At their Oct. 28 Halloween cover/benefit show, Bitter Half Booking raised $627 in donations for the Center Against Rape and Domestic Violence (CARDV). And for the month of November, they have several shows lined up in the Corvallis DIY scene featuring more underrepresented, underground, radical artists on the margins, local and abroad.
Next Monday, Nov. 7, TERMINATor, a Seattle- and New York-based trio of experimental rock/punk/noise femmes, will be playing an intimate, all-ages show at PreAtomic Records in downtown Corvallis with moody Portland post-punk band Nu Waste and local indie jazz-punks Jean Shorts Jesus.
“TERMINATor’s dark, experimental debut album, Placate Boring Flesh, features elements of noise, post-punk, and goth, plus multiple swirling, unsettling flute solos by drummer Veronica Dye, who also played in early 2010s Sub Pop band Rose Windows,” said Caitlin Garets, one of Bitter Half Booking’s organizers. “The band is currently on a three-week tour of the western U.S., and Corvallis is their second-to-last stop.”
In a review of their album published in The Stranger, Seattle-based journalist and DJ Dave Segal writes, “Everyone’s equal in TERMINATor’s creative process; there is no leader. An instinctual curiosity guides their songs into unusual and interesting places, as is evident on Placate Boring Flesh. TERMINATor affectionately sucker-punch your expectations about how young modern women rock… Placate Boring Flesh is a brash, inventive first full-length that promises more wonderful and weird subversions on the blighted horizon.”
“I’m excited to see TERMINATor because I love seeing women and feminine people play music that is weird and ugly and confusing,” said Garets. “One of the things I like most about booking DIY shows is getting to provide people with the opportunity to see bands like this, that are exciting and different and kind of obscure, that they might not see elsewhere in Corvallis. As DIY promoters, we intentionally don’t profit off our shows, so the main thing we get out of booking is feeling good about amplifying art that we think is cool and valuable. I think that TERMINATor is cool and I hope other people do, too.”
The show starts at 7 p.m. with a suggested $7-10 donation for the touring bands. As with all Bitter Half Booking shows, it is meant to be a safer space for historically excluded performers and audience members, meaning there is zero tolerance for racist, sexist, transphobic, homophobic, ableist, classist, or predatory speech and behavior. Attendees are encouraged to look out for each other and challenge these behaviors if they arise. Bitter Half organizers’ phone numbers will be made available at the show, as will care resources like water, earplugs, masks, menstrual care products, hand sanitizer, narcan, and first aid kits.
Intersex Awareness Zine: Oct. 26 was Intersex Awareness Day, an internationally observed day that encourages people to take action for the rights of intersex folks and to share the stories and struggles of the intersex movement. In commemoration and solidarity, students at the Oregon State University Pride Center have created a zine that delves into intersex identities, experiences, histories, issues, and justice.
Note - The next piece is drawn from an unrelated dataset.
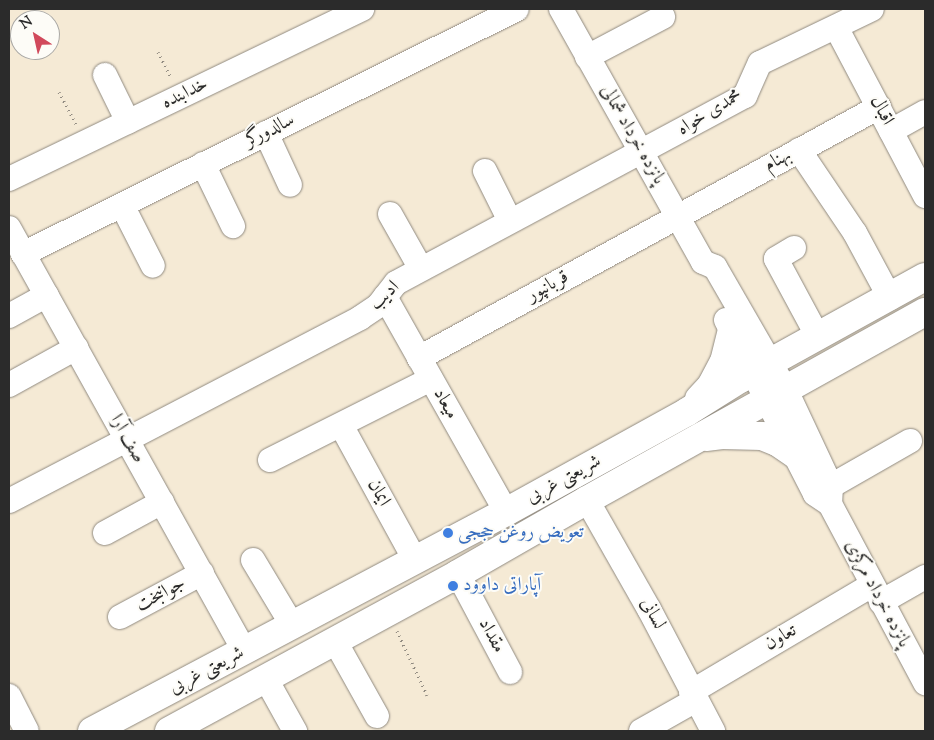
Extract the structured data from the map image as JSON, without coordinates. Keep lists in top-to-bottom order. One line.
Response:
{"streets":{"main road":["شریعتی غربی"],"street":["خدابنده","اقبال","محمدی خواه","سالدورگر","پانزده خرداد شمالی","بهنام","قربانپور","ادیب","میعاد","صف آرا","ایمان","پانزده خرداد مرکزی","جوانبخت","لسانی","مقداد","تعاون"]},"crossings":[["اقبال","محمدی خواه"],["اقبال","بهنام"],["محمدی خواه","پانزده خرداد شمالی"],["محمدی خواه","ادیب"],["سالدورگر","صف آرا"],["پانزده خرداد شمالی","بهنام"],["پانزده خرداد شمالی","قربانپور"],["پانزده خرداد شمالی","ادیب"],["پانزده خرداد شمالی","شریعتی غربی"],["پانزده خرداد شمالی","پانزده خرداد مرکزی"],["بهنام","قربانپور"],["قربانپور","میعاد"],["ادیب","میعاد"],["ادیب","صف آرا"],["میعاد","شریعتی غربی"],["صف آرا","شریعتی غربی"],["صف آرا","جوانبخت"],["شریعتی غربی","ایمان"],["شریعتی غربی","پانزده خرداد مرکزی"],["شریعتی غربی","لسانی"],["شریعتی غربی","مقداد"],["پانزده خرداد مرکزی","تعاون"],["لسانی","تعاون"]],"places":["تعویض روغن حججی","آپاراتی داوود"],"north":"top left"}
Included in the zine are a non-exhaustive timeline of worldwide intersex history, the erasure and invisibilizing of intersex people in medical fields and queer spaces, as well as some of the major focuses of intersex community activism, such as the denial of bodily autonomy to intersex folks and subjection to invasive, unnecessary physical exams or pressure to surgically and/or hormonally alter their bodies – issues which, in areas like women’s sports, often intersect with anti-Blackness and leave Black intersex people disproportionately vulnerable to such treatment.
“Intersex issues have unique and compounding effects on Black, Brown, Indigenous, queer, trans, and/or disabled folks, who often already experience erasure, exclusion, harassment, discrimination, and violence,” reads the zine. “These struggles are collectively rooted in colonialism and white supremacy, which systematically enforce the gender binary and disenfranchise the bodily integrity and autonomy of people based on race, ability, sexual orientation, sex, gender identity and expression, and migrant status. These systems of oppression are inseparably woven into governments, legal structures, institutions, sociocultural norms, and medical establishments in ways that target intersex people, and anyone without privileged white male and female bodies, particularly Black and Indigenous bodies.”
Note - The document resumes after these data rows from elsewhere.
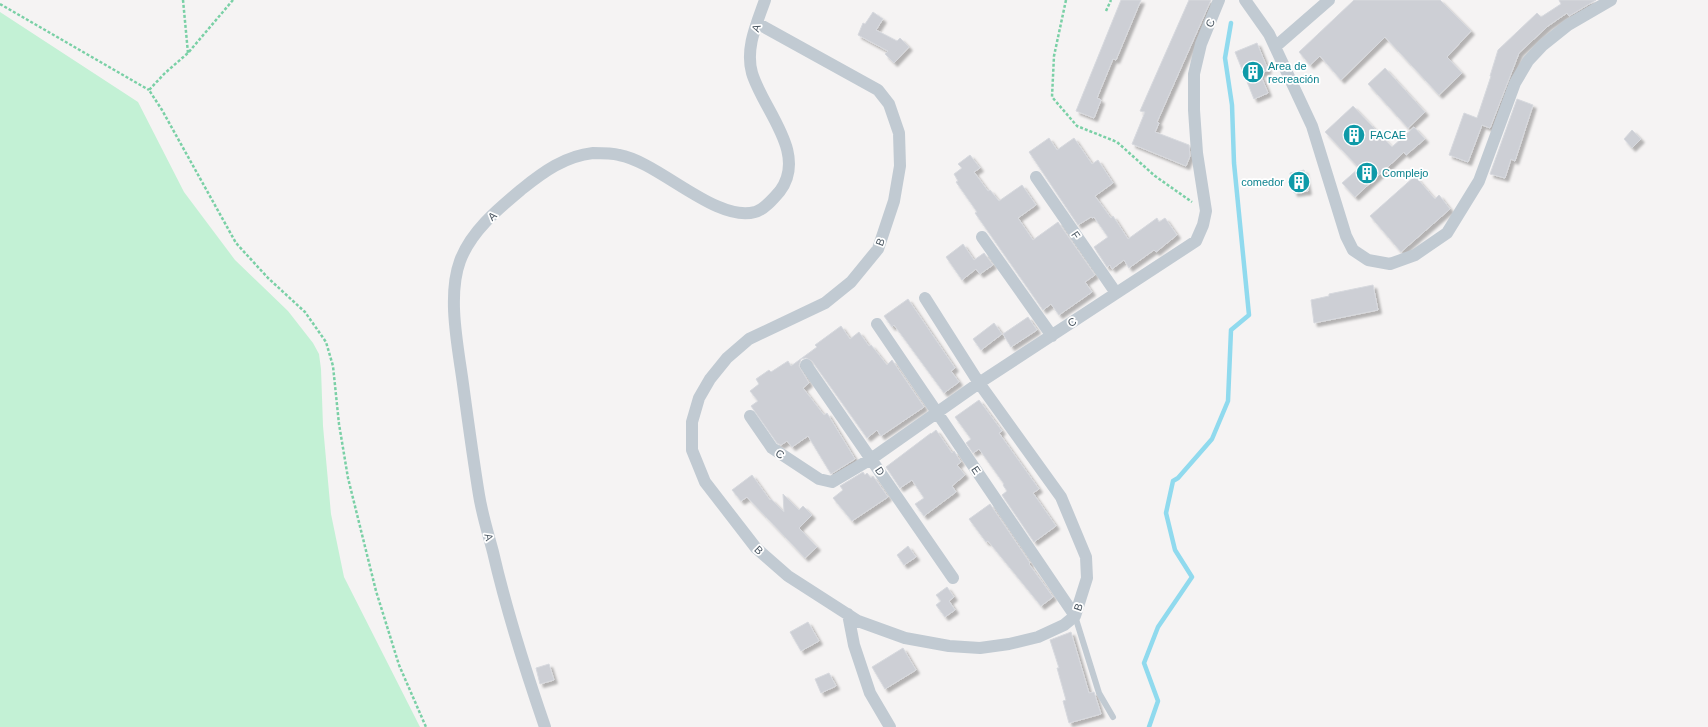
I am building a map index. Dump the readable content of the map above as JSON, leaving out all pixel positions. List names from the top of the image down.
{
  "streets": {
    "street": [
      "C",
      "A",
      "F",
      "B",
      "E",
      "D"
    ]
  },
  "crossings": [
    ["C", "F"],
    ["C", "B"],
    ["C", "E"],
    ["C", "D"],
    ["A", "B"],
    ["B", "E"]
  ],
  "places": {
    "building": [
      "Area de recreación",
      "FACAE",
      "Complejo",
      "comedor"
    ]
  }
}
The zine also includes information about Oregon-based organizations that support intersex folks, including The Equi Institute, committed to enriching “the health of the trans, queer, intersex and gender diverse communities through trauma-informed care, culturally-affirming services and social justice advocacy”; and Q Center, the largest LGBTQ+ center in the Pacific Northwest that provides “safe spaces, community building and empowerment” for LGBTQ2SIA+ community members seeking connection and resources locally and statewide. Both organizations are located in Portland, though the Pride Center and SOL: LGBTQ+ Multicultural Support Network, which focuses on queer, trans, and intersex people of color, are referenced as local resources that are available.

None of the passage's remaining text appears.